[Data entries]

....................

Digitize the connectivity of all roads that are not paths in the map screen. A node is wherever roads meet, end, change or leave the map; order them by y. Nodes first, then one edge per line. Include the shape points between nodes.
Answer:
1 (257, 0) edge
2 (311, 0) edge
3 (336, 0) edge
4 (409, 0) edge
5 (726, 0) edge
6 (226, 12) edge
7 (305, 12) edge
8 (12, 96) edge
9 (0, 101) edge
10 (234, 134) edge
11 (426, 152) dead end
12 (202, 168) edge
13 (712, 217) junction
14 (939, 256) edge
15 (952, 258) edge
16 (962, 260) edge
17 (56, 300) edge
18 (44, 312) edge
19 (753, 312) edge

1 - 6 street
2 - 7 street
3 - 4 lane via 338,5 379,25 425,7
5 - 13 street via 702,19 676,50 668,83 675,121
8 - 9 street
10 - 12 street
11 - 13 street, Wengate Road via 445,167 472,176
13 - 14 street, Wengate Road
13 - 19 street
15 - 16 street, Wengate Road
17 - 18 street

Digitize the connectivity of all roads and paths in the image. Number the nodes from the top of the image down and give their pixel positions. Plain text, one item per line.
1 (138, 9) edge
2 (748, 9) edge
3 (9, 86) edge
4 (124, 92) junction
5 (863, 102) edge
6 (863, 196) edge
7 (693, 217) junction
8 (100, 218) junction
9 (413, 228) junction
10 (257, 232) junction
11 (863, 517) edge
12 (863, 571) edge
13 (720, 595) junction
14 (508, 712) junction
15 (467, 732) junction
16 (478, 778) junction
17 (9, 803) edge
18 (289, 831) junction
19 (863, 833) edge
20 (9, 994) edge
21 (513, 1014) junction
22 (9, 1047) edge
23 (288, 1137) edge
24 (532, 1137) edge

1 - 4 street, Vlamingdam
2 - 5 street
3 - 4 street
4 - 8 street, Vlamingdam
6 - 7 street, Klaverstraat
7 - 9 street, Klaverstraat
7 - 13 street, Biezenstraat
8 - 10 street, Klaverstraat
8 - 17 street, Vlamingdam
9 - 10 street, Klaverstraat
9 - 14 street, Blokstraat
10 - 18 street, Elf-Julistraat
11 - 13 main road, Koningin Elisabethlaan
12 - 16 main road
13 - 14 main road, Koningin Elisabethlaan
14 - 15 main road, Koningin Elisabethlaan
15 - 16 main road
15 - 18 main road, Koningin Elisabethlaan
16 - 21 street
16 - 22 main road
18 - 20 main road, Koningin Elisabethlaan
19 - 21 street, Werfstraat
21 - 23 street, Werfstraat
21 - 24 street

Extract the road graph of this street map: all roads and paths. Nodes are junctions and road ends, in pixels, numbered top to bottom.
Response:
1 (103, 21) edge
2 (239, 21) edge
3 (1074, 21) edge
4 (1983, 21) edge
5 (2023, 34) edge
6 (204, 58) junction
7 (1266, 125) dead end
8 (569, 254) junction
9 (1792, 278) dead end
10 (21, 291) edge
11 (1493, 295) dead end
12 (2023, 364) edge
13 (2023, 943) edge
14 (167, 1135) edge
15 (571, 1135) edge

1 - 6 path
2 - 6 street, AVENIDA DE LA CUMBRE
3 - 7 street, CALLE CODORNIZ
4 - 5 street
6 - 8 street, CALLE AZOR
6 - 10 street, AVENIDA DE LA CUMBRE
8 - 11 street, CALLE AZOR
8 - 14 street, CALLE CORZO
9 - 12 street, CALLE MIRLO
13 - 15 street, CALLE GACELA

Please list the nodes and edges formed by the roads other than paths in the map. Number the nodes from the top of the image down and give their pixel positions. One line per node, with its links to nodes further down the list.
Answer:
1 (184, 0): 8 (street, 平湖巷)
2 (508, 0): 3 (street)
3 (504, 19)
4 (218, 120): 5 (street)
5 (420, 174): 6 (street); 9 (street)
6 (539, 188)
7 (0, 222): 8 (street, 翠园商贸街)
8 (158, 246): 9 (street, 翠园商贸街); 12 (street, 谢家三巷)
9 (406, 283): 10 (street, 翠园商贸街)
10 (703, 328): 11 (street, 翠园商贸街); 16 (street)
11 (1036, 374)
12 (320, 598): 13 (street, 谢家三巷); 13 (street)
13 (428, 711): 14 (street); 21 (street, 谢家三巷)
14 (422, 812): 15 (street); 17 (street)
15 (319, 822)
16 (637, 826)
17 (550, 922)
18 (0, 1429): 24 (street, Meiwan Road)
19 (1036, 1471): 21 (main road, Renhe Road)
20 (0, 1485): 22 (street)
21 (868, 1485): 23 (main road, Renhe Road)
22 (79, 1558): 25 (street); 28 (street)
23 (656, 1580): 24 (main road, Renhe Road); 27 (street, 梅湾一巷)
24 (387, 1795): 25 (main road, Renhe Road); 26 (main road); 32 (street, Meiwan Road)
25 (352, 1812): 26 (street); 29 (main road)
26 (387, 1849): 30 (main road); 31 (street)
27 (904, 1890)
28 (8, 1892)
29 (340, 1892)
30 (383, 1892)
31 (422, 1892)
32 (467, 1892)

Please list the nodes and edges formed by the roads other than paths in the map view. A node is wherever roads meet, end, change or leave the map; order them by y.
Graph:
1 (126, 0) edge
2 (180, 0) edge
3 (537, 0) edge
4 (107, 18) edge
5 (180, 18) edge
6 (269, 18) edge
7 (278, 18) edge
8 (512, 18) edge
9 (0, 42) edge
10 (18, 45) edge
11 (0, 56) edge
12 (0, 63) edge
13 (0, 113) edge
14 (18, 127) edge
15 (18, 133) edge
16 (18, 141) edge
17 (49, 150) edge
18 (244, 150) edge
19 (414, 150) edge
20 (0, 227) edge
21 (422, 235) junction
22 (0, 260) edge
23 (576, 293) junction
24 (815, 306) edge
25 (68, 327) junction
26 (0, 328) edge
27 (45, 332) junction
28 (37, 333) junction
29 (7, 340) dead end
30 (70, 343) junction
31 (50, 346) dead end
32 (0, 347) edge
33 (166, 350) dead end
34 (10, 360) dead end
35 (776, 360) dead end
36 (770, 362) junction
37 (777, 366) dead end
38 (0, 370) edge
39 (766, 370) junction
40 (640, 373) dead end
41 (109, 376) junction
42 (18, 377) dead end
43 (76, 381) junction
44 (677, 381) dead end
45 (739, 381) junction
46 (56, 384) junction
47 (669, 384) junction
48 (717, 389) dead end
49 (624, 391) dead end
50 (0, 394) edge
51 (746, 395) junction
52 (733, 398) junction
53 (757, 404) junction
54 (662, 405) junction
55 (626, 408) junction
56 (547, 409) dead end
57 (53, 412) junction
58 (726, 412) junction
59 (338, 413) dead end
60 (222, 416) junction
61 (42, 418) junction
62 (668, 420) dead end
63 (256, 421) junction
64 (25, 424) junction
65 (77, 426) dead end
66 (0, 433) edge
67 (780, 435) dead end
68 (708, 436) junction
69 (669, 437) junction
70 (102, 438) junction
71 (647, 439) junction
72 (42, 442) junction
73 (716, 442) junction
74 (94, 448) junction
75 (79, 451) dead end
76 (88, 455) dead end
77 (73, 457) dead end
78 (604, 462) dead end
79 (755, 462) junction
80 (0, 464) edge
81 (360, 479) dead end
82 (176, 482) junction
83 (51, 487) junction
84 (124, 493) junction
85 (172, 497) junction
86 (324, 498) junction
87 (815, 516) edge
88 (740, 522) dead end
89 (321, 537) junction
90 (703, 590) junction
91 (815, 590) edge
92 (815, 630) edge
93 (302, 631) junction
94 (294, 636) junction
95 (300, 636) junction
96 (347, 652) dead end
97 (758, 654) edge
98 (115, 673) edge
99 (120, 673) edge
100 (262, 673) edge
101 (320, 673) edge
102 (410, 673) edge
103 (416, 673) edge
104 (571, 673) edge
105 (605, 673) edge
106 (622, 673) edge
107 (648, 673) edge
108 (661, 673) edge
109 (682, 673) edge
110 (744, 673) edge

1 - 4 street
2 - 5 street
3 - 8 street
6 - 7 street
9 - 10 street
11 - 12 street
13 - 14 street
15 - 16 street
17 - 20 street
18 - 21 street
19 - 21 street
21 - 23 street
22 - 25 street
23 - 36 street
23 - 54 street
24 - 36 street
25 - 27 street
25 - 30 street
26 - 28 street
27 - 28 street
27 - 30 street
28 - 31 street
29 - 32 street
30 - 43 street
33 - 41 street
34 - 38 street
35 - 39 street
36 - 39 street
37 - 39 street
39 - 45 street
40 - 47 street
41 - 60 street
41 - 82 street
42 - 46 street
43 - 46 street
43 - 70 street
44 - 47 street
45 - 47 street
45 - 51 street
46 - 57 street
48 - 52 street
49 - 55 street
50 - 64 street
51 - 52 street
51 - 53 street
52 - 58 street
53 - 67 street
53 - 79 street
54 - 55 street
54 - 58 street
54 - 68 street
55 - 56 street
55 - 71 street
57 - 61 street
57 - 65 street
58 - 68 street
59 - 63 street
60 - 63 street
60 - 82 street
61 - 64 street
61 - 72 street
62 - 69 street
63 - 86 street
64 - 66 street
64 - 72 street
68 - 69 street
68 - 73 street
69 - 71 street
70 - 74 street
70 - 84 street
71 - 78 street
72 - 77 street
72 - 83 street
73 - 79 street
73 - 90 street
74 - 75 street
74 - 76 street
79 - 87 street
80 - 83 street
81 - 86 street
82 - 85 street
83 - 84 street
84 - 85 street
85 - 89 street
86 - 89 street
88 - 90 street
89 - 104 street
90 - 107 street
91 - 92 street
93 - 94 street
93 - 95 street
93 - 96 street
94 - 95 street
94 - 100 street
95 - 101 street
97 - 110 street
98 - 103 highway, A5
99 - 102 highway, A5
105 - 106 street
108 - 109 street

....................

__WORK INSTRUCTIONS__. Go through the records above. Copy each line in which the string "down" appears.

__SOLUTION BELOW__.
Digitize the connectivity of all roads and paths in the image. Number the nodes from the top of the image down and give their pixel positions. Plain text, one item per line.
Please list the nodes and edges formed by the roads other than paths in the map. Number the nodes from the top of the image down and give their pixel positions. One line per node, with its links to nodes further down the list.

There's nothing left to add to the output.